- _Brief_: The answer must be the full listing, reproduced word for word.

- _Records for this task_:

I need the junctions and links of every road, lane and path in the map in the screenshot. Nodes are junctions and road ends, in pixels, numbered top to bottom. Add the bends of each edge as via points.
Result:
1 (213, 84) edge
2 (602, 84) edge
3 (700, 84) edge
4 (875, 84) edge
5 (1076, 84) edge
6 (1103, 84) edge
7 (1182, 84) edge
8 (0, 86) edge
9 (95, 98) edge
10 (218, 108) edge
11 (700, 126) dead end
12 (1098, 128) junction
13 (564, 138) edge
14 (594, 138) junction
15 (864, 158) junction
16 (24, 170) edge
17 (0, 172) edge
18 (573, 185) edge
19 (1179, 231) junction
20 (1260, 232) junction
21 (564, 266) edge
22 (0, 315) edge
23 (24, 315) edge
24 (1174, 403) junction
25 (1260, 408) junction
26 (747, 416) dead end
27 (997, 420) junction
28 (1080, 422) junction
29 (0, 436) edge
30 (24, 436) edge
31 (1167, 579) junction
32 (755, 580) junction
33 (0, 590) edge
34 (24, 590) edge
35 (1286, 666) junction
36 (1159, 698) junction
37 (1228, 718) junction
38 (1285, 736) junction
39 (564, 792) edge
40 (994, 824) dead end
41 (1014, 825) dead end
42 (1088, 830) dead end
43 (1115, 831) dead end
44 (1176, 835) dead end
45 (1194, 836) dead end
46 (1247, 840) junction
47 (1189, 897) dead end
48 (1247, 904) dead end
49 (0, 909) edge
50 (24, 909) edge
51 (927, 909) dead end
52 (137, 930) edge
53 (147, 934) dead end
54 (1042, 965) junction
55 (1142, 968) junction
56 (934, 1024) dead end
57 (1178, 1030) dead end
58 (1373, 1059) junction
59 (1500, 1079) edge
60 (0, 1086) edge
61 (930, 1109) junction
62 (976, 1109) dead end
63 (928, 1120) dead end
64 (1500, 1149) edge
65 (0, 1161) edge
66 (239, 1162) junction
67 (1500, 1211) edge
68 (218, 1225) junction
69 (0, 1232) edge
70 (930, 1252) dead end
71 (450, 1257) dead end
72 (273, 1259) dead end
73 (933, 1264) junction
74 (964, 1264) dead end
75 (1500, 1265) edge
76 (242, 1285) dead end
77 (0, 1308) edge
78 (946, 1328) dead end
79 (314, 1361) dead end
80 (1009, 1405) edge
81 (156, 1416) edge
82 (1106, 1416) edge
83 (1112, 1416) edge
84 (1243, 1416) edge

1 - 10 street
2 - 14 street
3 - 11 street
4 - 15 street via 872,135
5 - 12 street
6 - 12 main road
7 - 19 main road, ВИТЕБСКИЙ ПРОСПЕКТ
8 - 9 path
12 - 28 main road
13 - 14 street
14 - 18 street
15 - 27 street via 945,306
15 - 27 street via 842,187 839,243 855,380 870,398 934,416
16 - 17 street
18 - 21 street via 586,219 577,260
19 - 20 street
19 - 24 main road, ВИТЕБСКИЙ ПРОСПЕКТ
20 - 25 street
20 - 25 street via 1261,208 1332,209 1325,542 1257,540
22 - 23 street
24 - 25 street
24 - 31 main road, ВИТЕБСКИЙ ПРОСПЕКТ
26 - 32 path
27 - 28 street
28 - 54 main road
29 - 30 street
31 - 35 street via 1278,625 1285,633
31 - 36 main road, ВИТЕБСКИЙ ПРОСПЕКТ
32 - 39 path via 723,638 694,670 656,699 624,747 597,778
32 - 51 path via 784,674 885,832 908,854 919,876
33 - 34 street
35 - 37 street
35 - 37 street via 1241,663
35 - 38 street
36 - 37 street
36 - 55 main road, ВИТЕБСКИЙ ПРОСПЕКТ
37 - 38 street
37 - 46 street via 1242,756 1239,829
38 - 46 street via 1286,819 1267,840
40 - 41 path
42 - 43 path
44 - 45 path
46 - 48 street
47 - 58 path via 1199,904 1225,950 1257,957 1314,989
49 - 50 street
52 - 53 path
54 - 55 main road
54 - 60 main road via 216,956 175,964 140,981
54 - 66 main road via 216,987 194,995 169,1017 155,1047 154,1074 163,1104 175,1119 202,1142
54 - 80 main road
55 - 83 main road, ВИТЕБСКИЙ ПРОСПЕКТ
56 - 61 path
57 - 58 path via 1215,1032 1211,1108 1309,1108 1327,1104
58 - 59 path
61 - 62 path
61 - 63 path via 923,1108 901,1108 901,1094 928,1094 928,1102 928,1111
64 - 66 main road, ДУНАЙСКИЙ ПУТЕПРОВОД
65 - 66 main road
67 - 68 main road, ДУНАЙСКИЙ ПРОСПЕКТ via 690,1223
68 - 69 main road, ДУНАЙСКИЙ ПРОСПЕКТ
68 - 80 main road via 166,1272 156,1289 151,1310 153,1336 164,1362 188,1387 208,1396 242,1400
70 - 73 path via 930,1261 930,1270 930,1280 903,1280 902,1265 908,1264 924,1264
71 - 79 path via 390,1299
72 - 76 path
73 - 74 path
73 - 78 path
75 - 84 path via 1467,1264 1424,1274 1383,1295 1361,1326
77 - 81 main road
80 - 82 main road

- _Answer to the problem_:
I need the junctions and links of every road, lane and path in the map in the screenshot. Nodes are junctions and road ends, in pixels, numbered top to bottom. Add the bends of each edge as via points.
Result:
1 (213, 84) edge
2 (602, 84) edge
3 (700, 84) edge
4 (875, 84) edge
5 (1076, 84) edge
6 (1103, 84) edge
7 (1182, 84) edge
8 (0, 86) edge
9 (95, 98) edge
10 (218, 108) edge
11 (700, 126) dead end
12 (1098, 128) junction
13 (564, 138) edge
14 (594, 138) junction
15 (864, 158) junction
16 (24, 170) edge
17 (0, 172) edge
18 (573, 185) edge
19 (1179, 231) junction
20 (1260, 232) junction
21 (564, 266) edge
22 (0, 315) edge
23 (24, 315) edge
24 (1174, 403) junction
25 (1260, 408) junction
26 (747, 416) dead end
27 (997, 420) junction
28 (1080, 422) junction
29 (0, 436) edge
30 (24, 436) edge
31 (1167, 579) junction
32 (755, 580) junction
33 (0, 590) edge
34 (24, 590) edge
35 (1286, 666) junction
36 (1159, 698) junction
37 (1228, 718) junction
38 (1285, 736) junction
39 (564, 792) edge
40 (994, 824) dead end
41 (1014, 825) dead end
42 (1088, 830) dead end
43 (1115, 831) dead end
44 (1176, 835) dead end
45 (1194, 836) dead end
46 (1247, 840) junction
47 (1189, 897) dead end
48 (1247, 904) dead end
49 (0, 909) edge
50 (24, 909) edge
51 (927, 909) dead end
52 (137, 930) edge
53 (147, 934) dead end
54 (1042, 965) junction
55 (1142, 968) junction
56 (934, 1024) dead end
57 (1178, 1030) dead end
58 (1373, 1059) junction
59 (1500, 1079) edge
60 (0, 1086) edge
61 (930, 1109) junction
62 (976, 1109) dead end
63 (928, 1120) dead end
64 (1500, 1149) edge
65 (0, 1161) edge
66 (239, 1162) junction
67 (1500, 1211) edge
68 (218, 1225) junction
69 (0, 1232) edge
70 (930, 1252) dead end
71 (450, 1257) dead end
72 (273, 1259) dead end
73 (933, 1264) junction
74 (964, 1264) dead end
75 (1500, 1265) edge
76 (242, 1285) dead end
77 (0, 1308) edge
78 (946, 1328) dead end
79 (314, 1361) dead end
80 (1009, 1405) edge
81 (156, 1416) edge
82 (1106, 1416) edge
83 (1112, 1416) edge
84 (1243, 1416) edge

1 - 10 street
2 - 14 street
3 - 11 street
4 - 15 street via 872,135
5 - 12 street
6 - 12 main road
7 - 19 main road, ВИТЕБСКИЙ ПРОСПЕКТ
8 - 9 path
12 - 28 main road
13 - 14 street
14 - 18 street
15 - 27 street via 945,306
15 - 27 street via 842,187 839,243 855,380 870,398 934,416
16 - 17 street
18 - 21 street via 586,219 577,260
19 - 20 street
19 - 24 main road, ВИТЕБСКИЙ ПРОСПЕКТ
20 - 25 street
20 - 25 street via 1261,208 1332,209 1325,542 1257,540
22 - 23 street
24 - 25 street
24 - 31 main road, ВИТЕБСКИЙ ПРОСПЕКТ
26 - 32 path
27 - 28 street
28 - 54 main road
29 - 30 street
31 - 35 street via 1278,625 1285,633
31 - 36 main road, ВИТЕБСКИЙ ПРОСПЕКТ
32 - 39 path via 723,638 694,670 656,699 624,747 597,778
32 - 51 path via 784,674 885,832 908,854 919,876
33 - 34 street
35 - 37 street
35 - 37 street via 1241,663
35 - 38 street
36 - 37 street
36 - 55 main road, ВИТЕБСКИЙ ПРОСПЕКТ
37 - 38 street
37 - 46 street via 1242,756 1239,829
38 - 46 street via 1286,819 1267,840
40 - 41 path
42 - 43 path
44 - 45 path
46 - 48 street
47 - 58 path via 1199,904 1225,950 1257,957 1314,989
49 - 50 street
52 - 53 path
54 - 55 main road
54 - 60 main road via 216,956 175,964 140,981
54 - 66 main road via 216,987 194,995 169,1017 155,1047 154,1074 163,1104 175,1119 202,1142
54 - 80 main road
55 - 83 main road, ВИТЕБСКИЙ ПРОСПЕКТ
56 - 61 path
57 - 58 path via 1215,1032 1211,1108 1309,1108 1327,1104
58 - 59 path
61 - 62 path
61 - 63 path via 923,1108 901,1108 901,1094 928,1094 928,1102 928,1111
64 - 66 main road, ДУНАЙСКИЙ ПУТЕПРОВОД
65 - 66 main road
67 - 68 main road, ДУНАЙСКИЙ ПРОСПЕКТ via 690,1223
68 - 69 main road, ДУНАЙСКИЙ ПРОСПЕКТ
68 - 80 main road via 166,1272 156,1289 151,1310 153,1336 164,1362 188,1387 208,1396 242,1400
70 - 73 path via 930,1261 930,1270 930,1280 903,1280 902,1265 908,1264 924,1264
71 - 79 path via 390,1299
72 - 76 path
73 - 74 path
73 - 78 path
75 - 84 path via 1467,1264 1424,1274 1383,1295 1361,1326
77 - 81 main road
80 - 82 main road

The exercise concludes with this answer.